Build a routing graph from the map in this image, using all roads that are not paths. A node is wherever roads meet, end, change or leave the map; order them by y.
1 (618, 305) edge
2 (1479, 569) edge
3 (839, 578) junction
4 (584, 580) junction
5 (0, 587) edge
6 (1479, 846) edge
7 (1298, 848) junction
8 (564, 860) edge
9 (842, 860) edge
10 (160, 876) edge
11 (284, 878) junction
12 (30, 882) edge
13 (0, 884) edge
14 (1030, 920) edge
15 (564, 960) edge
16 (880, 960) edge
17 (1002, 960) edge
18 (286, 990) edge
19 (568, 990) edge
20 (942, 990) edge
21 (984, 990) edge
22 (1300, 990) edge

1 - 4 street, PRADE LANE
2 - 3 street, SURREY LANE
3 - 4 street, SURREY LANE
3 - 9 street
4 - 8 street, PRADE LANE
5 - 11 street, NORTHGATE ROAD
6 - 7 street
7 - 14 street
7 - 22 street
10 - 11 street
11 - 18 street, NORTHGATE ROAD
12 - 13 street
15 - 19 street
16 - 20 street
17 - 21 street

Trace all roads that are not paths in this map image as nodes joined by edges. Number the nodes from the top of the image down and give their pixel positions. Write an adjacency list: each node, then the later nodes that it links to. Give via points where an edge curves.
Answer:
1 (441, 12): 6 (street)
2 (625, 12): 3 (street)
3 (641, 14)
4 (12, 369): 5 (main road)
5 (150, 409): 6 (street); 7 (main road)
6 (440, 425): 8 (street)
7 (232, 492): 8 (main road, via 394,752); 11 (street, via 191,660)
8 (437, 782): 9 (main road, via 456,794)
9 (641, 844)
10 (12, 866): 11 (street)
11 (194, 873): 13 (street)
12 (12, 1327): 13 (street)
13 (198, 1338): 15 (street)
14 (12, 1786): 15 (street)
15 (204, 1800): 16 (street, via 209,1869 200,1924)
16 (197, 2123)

● ● ● ● ●

About this exercise: Print each line of the data exactly. Keep all of it.

Written response:
Build a routing graph from the map in this image, using all roads that are not paths. A node is wherever roads meet, end, change or leave the map; order them by y.
1 (618, 305) edge
2 (1479, 569) edge
3 (839, 578) junction
4 (584, 580) junction
5 (0, 587) edge
6 (1479, 846) edge
7 (1298, 848) junction
8 (564, 860) edge
9 (842, 860) edge
10 (160, 876) edge
11 (284, 878) junction
12 (30, 882) edge
13 (0, 884) edge
14 (1030, 920) edge
15 (564, 960) edge
16 (880, 960) edge
17 (1002, 960) edge
18 (286, 990) edge
19 (568, 990) edge
20 (942, 990) edge
21 (984, 990) edge
22 (1300, 990) edge

1 - 4 street, PRADE LANE
2 - 3 street, SURREY LANE
3 - 4 street, SURREY LANE
3 - 9 street
4 - 8 street, PRADE LANE
5 - 11 street, NORTHGATE ROAD
6 - 7 street
7 - 14 street
7 - 22 street
10 - 11 street
11 - 18 street, NORTHGATE ROAD
12 - 13 street
15 - 19 street
16 - 20 street
17 - 21 street

Trace all roads that are not paths in this map image as nodes joined by edges. Number the nodes from the top of the image down and give their pixel positions. Write an adjacency list: each node, then the later nodes that it links to. Give via points where an edge curves.
Answer:
1 (441, 12): 6 (street)
2 (625, 12): 3 (street)
3 (641, 14)
4 (12, 369): 5 (main road)
5 (150, 409): 6 (street); 7 (main road)
6 (440, 425): 8 (street)
7 (232, 492): 8 (main road, via 394,752); 11 (street, via 191,660)
8 (437, 782): 9 (main road, via 456,794)
9 (641, 844)
10 (12, 866): 11 (street)
11 (194, 873): 13 (street)
12 (12, 1327): 13 (street)
13 (198, 1338): 15 (street)
14 (12, 1786): 15 (street)
15 (204, 1800): 16 (street, via 209,1869 200,1924)
16 (197, 2123)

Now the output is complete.